■ The problem ■
Return the lines of the data below starting at the one holding "ring pip: (236, 228)" and ending at the one holding "index dip: (506, 155)", word for word, leaving every picture out.

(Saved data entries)

[Start of section]

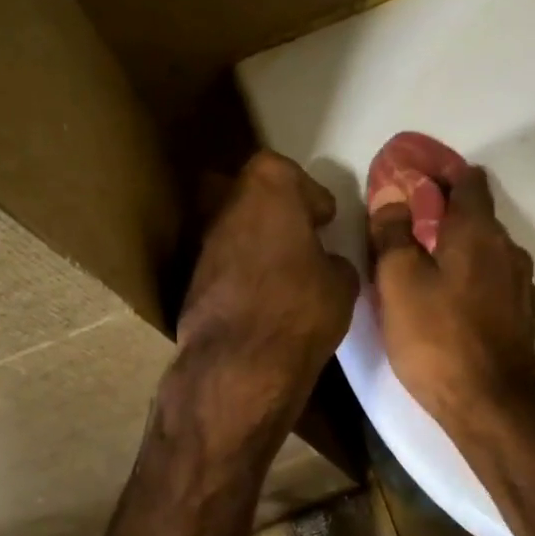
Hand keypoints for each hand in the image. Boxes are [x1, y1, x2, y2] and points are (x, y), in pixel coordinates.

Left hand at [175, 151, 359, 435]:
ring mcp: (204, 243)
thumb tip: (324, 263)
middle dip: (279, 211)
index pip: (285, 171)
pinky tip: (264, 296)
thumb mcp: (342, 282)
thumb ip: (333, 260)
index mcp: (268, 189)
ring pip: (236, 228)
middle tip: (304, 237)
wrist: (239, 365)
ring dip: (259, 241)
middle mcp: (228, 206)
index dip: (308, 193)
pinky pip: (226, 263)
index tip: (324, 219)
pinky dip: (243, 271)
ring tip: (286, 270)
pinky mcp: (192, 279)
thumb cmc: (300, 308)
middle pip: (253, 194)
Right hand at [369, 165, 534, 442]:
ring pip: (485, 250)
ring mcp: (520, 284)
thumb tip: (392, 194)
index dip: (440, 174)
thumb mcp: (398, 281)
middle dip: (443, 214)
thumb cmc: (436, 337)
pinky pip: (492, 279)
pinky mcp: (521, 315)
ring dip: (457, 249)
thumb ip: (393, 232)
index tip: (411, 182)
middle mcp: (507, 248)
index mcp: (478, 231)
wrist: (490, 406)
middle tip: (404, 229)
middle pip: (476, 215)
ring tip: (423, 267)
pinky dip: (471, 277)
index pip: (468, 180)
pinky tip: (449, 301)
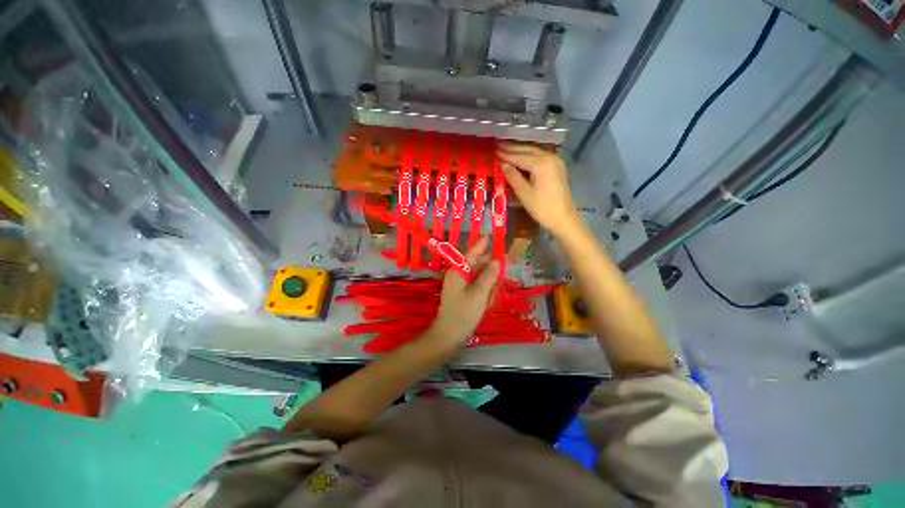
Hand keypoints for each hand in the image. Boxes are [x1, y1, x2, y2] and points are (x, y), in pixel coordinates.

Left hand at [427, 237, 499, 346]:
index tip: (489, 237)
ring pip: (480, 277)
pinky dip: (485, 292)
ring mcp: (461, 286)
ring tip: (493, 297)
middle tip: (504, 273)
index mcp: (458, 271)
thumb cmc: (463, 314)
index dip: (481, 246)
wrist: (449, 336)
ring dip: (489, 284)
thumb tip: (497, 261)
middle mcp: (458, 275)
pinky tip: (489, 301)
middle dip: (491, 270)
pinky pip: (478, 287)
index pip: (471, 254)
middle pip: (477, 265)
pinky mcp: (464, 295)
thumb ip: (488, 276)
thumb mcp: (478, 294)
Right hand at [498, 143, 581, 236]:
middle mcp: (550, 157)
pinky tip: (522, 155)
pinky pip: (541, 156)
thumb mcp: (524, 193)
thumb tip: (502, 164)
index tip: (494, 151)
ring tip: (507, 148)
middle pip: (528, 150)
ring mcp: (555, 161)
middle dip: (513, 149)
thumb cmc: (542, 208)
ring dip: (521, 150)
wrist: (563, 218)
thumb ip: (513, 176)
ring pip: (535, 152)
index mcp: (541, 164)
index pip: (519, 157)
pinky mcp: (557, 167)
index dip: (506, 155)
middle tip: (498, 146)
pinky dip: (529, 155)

[End of section]
[Start of section]

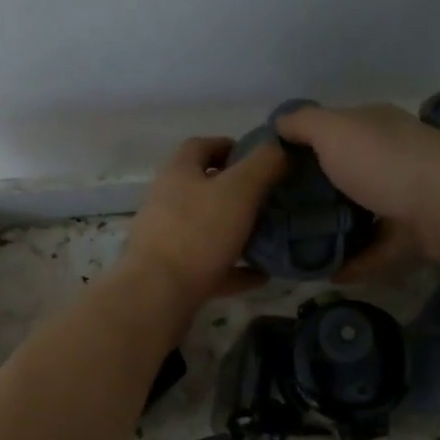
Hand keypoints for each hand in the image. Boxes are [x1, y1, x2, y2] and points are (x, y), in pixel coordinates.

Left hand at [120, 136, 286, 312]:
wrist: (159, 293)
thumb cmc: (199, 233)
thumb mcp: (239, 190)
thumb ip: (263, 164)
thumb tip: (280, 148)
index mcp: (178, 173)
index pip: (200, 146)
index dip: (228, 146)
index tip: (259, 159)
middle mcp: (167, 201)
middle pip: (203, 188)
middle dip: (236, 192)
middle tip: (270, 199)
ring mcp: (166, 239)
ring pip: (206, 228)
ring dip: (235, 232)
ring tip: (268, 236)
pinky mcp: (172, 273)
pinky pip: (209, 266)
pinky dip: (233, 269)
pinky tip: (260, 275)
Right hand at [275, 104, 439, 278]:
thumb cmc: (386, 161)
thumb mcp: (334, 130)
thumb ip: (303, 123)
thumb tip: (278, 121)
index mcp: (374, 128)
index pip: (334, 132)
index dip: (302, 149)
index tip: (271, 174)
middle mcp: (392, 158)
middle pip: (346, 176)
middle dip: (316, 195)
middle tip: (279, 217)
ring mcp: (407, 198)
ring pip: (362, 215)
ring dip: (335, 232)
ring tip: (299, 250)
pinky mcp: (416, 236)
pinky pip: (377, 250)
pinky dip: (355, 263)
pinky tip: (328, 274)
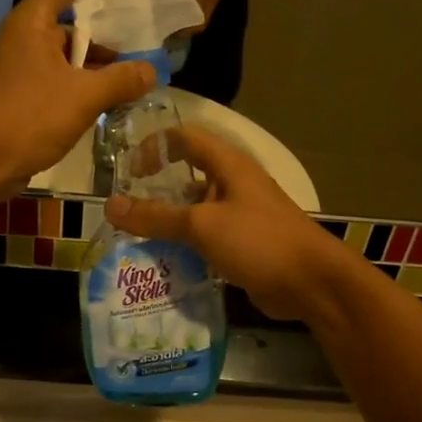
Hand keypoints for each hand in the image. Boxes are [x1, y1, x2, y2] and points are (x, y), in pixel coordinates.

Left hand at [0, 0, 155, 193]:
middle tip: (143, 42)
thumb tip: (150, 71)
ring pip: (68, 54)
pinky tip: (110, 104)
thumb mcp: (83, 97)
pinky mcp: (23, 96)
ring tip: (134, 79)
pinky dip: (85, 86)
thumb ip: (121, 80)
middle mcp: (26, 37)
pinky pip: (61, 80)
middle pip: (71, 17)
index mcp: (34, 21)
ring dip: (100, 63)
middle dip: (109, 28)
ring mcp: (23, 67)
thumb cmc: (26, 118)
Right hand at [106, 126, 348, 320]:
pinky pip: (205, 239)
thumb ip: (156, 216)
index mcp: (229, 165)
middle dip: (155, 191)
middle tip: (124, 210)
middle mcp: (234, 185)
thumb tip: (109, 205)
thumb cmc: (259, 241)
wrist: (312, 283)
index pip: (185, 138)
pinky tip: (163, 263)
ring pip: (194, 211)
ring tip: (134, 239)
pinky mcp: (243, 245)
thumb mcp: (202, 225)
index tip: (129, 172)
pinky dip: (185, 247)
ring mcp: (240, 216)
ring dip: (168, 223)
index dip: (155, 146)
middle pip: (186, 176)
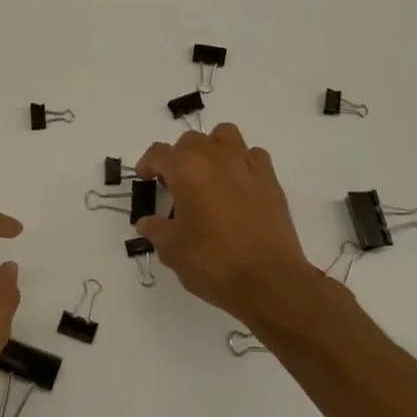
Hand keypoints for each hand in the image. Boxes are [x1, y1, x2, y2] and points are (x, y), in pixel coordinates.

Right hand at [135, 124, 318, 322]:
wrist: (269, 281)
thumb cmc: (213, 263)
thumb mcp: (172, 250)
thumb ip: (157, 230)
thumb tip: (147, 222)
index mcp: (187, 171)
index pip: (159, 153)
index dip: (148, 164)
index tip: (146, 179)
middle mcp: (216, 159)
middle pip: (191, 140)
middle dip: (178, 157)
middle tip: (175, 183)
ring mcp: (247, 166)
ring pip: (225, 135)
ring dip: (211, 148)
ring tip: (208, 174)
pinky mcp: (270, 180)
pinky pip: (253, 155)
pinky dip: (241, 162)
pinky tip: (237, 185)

[End of section]

■ Written answer ■
ring pip: (236, 228)
middle tip: (304, 237)
wrist: (239, 365)
ring dip: (259, 241)
middle mcp: (228, 206)
index dip: (308, 193)
pinky pip: (226, 263)
index tip: (324, 219)
pinky dip: (243, 271)
ring tip: (286, 270)
pinky mcp: (192, 279)
thumb cmc: (300, 308)
middle pip: (253, 194)
Right hand at [369, 165, 534, 442]:
ring pip: (485, 250)
ring mcp: (520, 284)
thumb tip: (392, 194)
index dip: (440, 174)
thumb mcp: (398, 281)
middle dip: (443, 214)
thumb cmc: (436, 337)
pinky pip: (492, 279)
pinky mcp: (521, 315)
ring dip: (457, 249)
thumb ip: (393, 232)
index tip: (411, 182)
middle mcp: (507, 248)
index mcp: (478, 231)
wrist: (490, 406)
middle tip: (404, 229)
middle pip: (476, 215)
ring tip: (423, 267)
pinky dip: (471, 277)
index pip: (468, 180)
pinky tip: (449, 301)
Hand keypoints for each hand in the image. Boxes are [x1, y1, x2, y2] and points are (x, y), in pixel coordinates.

Left hand at [427, 237, 499, 346]:
index tip: (489, 237)
ring pip: (480, 277)
pinky dip: (485, 292)
ring mcp: (461, 286)
ring tip: (493, 297)
middle tip: (504, 273)
index mcp: (458, 271)
thumb cmc: (463, 314)
index dip: (481, 246)
wrist: (449, 336)
ring dip: (489, 284)
thumb tip: (497, 261)
middle mcp: (458, 275)
pinky tip: (489, 301)
middle dip: (491, 270)
pinky pip: (478, 287)
index pip: (471, 254)
middle pip: (477, 265)
pinky mcp: (464, 295)
thumb ip: (488, 276)
thumb mcp: (478, 294)
Right hand at [498, 143, 581, 236]:
middle mcp: (550, 157)
pinky tip: (522, 155)
pinky pip: (541, 156)
thumb mcp: (524, 193)
thumb tip: (502, 164)
index tip: (494, 151)
ring tip: (507, 148)
middle pip: (528, 150)
ring mcp: (555, 161)
middle dip: (513, 149)
thumb cmc: (542, 208)
ring dip: (521, 150)
wrist: (563, 218)
thumb ip: (513, 176)
ring pip: (535, 152)
index mcp: (541, 164)
index pip: (519, 157)
pinky mcp: (557, 167)
index dip: (506, 155)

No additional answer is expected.